Par acte de commissaire de justice du 20 décembre 2024, la S.A. d’HLM [Localité 3] et [Localité 4] a fait signifier à Madame [D] [G] un commandement d’avoir à justifier d’une assurance contre les risques locatifs et de payer la somme principale de 546,08 euros, ledit commandement visant la clause résolutoire insérée au bail.

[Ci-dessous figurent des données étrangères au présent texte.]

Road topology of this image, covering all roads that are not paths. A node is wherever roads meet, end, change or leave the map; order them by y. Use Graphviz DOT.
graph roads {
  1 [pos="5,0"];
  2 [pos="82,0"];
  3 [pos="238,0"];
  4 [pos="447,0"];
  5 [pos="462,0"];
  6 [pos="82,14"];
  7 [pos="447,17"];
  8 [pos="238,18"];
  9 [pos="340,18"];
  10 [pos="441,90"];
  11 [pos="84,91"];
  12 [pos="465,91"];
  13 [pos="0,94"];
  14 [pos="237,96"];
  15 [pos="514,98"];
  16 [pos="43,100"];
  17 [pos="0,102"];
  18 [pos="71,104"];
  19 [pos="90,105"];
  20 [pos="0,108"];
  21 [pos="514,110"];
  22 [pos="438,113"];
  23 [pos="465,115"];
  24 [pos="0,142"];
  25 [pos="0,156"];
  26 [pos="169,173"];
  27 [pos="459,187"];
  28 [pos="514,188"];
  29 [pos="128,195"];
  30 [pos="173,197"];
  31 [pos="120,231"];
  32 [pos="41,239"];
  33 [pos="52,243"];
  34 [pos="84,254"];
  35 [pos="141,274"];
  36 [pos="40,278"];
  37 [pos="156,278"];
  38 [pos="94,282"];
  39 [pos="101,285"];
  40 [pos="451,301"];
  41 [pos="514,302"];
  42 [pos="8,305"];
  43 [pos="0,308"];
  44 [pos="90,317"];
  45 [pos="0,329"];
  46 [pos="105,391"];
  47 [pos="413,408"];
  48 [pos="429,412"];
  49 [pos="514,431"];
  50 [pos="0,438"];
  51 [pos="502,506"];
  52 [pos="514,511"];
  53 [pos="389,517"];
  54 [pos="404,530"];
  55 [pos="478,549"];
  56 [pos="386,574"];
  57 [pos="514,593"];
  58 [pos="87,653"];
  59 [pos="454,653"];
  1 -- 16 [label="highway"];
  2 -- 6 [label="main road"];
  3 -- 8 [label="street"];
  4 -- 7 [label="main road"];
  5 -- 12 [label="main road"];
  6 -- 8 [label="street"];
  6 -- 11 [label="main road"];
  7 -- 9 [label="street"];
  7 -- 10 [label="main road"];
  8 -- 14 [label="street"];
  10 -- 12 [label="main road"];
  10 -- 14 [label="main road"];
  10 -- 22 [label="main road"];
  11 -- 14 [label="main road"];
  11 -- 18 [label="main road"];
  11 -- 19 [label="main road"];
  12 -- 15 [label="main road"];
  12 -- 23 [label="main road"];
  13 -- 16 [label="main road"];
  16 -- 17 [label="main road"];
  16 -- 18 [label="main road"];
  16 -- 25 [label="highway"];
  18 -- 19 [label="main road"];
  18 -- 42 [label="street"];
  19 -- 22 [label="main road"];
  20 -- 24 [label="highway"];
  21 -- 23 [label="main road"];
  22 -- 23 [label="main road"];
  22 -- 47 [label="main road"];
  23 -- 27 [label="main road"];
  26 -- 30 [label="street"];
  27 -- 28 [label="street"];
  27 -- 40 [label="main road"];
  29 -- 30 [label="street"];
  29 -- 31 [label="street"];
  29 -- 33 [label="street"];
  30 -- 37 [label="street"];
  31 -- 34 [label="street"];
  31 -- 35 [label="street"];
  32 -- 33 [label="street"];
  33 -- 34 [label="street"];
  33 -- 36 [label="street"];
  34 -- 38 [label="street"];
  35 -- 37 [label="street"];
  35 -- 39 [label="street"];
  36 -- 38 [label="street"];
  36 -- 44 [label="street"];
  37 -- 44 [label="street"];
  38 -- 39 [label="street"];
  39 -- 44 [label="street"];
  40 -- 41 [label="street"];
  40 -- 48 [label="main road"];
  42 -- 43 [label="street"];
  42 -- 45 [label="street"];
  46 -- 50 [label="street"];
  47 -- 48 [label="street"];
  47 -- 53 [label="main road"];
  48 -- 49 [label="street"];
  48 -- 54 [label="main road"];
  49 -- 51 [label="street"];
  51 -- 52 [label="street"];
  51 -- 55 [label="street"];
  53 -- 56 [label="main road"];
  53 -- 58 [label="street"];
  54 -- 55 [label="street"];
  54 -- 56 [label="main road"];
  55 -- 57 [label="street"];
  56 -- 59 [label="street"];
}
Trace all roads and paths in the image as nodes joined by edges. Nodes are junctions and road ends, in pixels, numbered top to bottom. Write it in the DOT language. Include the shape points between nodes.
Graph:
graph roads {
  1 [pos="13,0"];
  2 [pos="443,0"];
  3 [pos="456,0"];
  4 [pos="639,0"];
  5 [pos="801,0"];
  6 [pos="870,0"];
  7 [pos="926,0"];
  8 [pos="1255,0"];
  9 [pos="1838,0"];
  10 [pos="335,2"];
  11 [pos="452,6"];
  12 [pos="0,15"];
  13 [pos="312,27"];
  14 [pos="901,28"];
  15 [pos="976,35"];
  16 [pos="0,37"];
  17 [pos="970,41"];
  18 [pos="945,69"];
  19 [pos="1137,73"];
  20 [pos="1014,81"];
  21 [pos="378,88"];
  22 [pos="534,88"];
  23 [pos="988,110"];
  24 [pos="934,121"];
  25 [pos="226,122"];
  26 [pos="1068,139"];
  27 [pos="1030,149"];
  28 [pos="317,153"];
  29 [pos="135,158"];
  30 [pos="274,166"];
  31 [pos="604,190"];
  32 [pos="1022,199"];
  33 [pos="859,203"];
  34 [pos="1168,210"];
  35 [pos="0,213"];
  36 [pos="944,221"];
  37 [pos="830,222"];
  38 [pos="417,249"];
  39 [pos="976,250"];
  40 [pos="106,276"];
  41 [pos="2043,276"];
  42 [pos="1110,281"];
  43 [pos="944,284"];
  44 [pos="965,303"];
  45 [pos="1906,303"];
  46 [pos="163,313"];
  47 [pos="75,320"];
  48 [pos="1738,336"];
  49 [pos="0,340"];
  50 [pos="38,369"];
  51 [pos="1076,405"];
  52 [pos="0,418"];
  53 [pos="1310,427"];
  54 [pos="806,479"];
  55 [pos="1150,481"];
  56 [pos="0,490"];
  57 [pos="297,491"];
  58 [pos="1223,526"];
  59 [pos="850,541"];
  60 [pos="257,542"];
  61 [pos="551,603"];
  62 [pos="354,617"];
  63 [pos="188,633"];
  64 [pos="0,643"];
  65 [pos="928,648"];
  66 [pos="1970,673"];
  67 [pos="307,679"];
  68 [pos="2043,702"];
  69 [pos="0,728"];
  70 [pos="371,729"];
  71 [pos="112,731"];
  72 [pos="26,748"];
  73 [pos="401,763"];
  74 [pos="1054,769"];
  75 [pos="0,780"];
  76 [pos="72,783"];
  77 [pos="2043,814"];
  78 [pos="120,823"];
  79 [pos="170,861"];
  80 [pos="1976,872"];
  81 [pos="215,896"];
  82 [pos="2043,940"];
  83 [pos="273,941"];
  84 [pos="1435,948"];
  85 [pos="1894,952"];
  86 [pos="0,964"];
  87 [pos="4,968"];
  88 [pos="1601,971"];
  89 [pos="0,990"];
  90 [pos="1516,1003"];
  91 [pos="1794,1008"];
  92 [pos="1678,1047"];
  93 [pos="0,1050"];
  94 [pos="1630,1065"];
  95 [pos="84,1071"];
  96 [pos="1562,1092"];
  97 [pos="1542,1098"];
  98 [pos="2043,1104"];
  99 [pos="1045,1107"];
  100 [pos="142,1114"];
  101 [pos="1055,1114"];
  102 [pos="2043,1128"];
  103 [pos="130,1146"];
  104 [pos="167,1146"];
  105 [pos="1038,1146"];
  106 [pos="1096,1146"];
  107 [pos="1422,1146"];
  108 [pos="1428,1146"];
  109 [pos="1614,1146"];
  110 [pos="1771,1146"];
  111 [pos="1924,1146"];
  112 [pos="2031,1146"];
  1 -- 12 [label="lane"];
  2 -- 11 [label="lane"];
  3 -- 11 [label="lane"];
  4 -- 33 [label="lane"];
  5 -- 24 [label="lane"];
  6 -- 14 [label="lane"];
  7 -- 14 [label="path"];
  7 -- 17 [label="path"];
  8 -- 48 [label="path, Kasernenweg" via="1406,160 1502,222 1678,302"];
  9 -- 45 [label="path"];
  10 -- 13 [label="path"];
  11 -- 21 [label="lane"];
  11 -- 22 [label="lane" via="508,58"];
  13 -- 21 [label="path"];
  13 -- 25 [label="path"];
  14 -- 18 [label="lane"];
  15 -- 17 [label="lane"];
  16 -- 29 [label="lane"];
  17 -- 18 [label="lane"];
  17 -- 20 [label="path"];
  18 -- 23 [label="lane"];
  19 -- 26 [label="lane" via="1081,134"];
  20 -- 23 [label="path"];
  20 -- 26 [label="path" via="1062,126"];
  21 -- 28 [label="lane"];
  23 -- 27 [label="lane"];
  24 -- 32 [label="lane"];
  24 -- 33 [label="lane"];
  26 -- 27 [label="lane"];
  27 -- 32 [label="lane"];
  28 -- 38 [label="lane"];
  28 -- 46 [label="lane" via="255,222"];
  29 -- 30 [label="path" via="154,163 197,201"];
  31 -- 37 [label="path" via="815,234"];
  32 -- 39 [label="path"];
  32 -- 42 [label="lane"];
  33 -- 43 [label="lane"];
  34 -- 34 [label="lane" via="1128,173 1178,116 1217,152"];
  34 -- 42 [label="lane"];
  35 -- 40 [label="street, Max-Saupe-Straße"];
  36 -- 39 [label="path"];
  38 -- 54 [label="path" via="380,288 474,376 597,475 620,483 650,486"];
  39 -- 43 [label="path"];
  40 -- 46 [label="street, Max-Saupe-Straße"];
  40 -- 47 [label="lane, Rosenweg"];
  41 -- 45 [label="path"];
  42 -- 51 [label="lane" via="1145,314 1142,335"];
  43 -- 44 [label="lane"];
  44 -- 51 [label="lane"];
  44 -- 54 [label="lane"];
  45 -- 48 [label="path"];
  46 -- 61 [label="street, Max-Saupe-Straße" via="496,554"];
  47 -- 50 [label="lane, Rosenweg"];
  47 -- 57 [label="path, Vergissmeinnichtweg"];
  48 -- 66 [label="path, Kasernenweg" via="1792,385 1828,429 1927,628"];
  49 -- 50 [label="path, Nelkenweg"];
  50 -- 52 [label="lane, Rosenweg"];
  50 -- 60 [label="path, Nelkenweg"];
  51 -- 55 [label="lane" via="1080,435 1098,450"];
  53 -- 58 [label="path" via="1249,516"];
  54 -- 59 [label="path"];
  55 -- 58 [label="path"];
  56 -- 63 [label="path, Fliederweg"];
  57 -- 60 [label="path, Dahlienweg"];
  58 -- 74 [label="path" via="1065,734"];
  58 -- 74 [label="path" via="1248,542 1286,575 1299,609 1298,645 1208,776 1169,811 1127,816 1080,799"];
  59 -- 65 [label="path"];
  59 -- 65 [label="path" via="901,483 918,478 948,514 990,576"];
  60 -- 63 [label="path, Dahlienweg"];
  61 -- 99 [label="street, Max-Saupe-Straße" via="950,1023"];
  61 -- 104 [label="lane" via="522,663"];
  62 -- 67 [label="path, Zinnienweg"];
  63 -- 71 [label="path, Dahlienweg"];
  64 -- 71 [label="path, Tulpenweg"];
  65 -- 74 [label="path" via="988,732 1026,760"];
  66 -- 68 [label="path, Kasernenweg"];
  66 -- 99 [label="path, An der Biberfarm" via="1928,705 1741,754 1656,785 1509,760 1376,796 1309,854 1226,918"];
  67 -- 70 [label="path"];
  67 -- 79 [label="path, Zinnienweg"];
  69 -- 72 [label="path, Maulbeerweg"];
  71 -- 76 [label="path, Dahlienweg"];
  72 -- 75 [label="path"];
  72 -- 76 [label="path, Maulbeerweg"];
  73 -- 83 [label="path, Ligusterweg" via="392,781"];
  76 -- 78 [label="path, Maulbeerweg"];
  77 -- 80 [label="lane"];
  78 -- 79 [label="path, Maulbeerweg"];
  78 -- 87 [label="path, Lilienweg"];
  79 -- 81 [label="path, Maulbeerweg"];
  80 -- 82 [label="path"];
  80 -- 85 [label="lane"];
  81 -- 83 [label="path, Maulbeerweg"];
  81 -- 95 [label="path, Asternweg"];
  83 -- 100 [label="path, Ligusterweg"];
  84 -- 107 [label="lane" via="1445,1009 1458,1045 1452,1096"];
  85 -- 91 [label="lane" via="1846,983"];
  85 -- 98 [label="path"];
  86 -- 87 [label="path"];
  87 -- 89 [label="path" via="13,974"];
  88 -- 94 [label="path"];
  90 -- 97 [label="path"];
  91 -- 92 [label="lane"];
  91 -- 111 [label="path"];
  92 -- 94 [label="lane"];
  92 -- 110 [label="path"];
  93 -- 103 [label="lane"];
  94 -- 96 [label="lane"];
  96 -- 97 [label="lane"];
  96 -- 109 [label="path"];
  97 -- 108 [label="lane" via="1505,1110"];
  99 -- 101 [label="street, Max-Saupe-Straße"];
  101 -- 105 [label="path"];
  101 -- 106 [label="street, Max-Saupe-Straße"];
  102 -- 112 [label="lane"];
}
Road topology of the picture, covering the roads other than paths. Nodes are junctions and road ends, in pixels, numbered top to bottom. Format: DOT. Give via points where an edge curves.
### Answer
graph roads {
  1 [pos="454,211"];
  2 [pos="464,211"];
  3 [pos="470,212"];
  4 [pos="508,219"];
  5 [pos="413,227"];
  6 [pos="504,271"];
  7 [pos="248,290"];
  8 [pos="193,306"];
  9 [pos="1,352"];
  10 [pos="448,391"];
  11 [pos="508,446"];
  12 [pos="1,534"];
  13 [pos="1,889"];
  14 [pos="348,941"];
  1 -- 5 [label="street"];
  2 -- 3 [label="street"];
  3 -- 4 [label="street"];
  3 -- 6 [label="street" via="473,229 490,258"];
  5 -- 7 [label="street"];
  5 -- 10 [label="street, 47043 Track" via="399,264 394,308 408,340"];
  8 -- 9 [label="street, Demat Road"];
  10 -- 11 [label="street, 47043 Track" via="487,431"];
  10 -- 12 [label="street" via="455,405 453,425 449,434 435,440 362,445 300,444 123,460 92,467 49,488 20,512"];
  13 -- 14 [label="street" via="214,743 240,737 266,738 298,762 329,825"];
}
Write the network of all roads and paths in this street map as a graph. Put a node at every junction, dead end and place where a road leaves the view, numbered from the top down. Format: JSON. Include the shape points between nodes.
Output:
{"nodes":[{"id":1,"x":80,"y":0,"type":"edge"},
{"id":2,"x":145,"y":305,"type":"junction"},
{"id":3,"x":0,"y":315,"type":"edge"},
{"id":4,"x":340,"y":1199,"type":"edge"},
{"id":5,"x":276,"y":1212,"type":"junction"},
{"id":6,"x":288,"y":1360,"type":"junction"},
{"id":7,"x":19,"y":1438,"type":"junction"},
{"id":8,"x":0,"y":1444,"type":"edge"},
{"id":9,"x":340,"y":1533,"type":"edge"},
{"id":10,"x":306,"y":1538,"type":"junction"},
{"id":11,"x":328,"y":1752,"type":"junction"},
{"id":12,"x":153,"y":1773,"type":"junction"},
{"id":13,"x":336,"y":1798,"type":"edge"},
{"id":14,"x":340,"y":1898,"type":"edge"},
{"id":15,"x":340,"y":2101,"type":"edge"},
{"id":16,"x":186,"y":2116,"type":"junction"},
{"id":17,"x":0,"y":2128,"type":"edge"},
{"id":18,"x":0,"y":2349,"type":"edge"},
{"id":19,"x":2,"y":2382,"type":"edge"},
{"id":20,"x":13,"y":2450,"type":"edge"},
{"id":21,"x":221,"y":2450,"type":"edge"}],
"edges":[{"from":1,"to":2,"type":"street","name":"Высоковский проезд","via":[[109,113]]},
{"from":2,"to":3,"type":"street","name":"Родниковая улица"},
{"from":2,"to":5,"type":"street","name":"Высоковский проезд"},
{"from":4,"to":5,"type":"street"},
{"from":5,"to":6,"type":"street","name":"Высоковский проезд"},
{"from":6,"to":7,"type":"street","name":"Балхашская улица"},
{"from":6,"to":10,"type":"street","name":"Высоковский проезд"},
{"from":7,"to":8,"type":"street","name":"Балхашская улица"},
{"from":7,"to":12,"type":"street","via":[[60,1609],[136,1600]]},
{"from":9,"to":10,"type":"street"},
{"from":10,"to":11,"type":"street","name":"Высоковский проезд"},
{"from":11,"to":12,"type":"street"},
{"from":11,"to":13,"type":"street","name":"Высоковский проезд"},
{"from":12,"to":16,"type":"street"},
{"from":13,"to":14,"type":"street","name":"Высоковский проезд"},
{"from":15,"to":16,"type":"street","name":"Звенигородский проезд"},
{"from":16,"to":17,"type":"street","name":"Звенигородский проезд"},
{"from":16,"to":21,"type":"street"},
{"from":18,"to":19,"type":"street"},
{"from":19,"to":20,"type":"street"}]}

Par acte signifié par commissaire de justice en date du 7 avril 2025, la S.A. d’HLM [Localité 3] et [Localité 4] a fait assigner Madame [D] [G] devant le juge des contentieux de la protection du tribunal judiciaire de Lille aux fins de:
Constater la résiliation du bail d’habitation ;
Ordonner son expulsion, ainsi que celle de tous occupants de leur chef, du logement sis [Adresse 4] à [Localité 5], dès que le délai légal sera expiré et au besoin avec le concours et l’assistance de la [Localité 6] Publique et d’un serrurier ;
Condamner Madame [D] [G] au paiement des sommes dues précitées pour les causes sus énoncées, soit la somme de 690,47 euros ;
Condamner Madame [D] [G] au paiement d’une indemnité d’occupation égale au montant du dernier loyer et ce depuis le prononcé de la résiliation du bail et jusqu’à la restitution effective des lieux ;
Condamner Madame [D] [G] au paiement de la somme de 300 sur le fondement de l’article 700 du code de procédure civile ;
Condamner Madame [D] [G] au paiement de tous les frais et dépens de la présente instance.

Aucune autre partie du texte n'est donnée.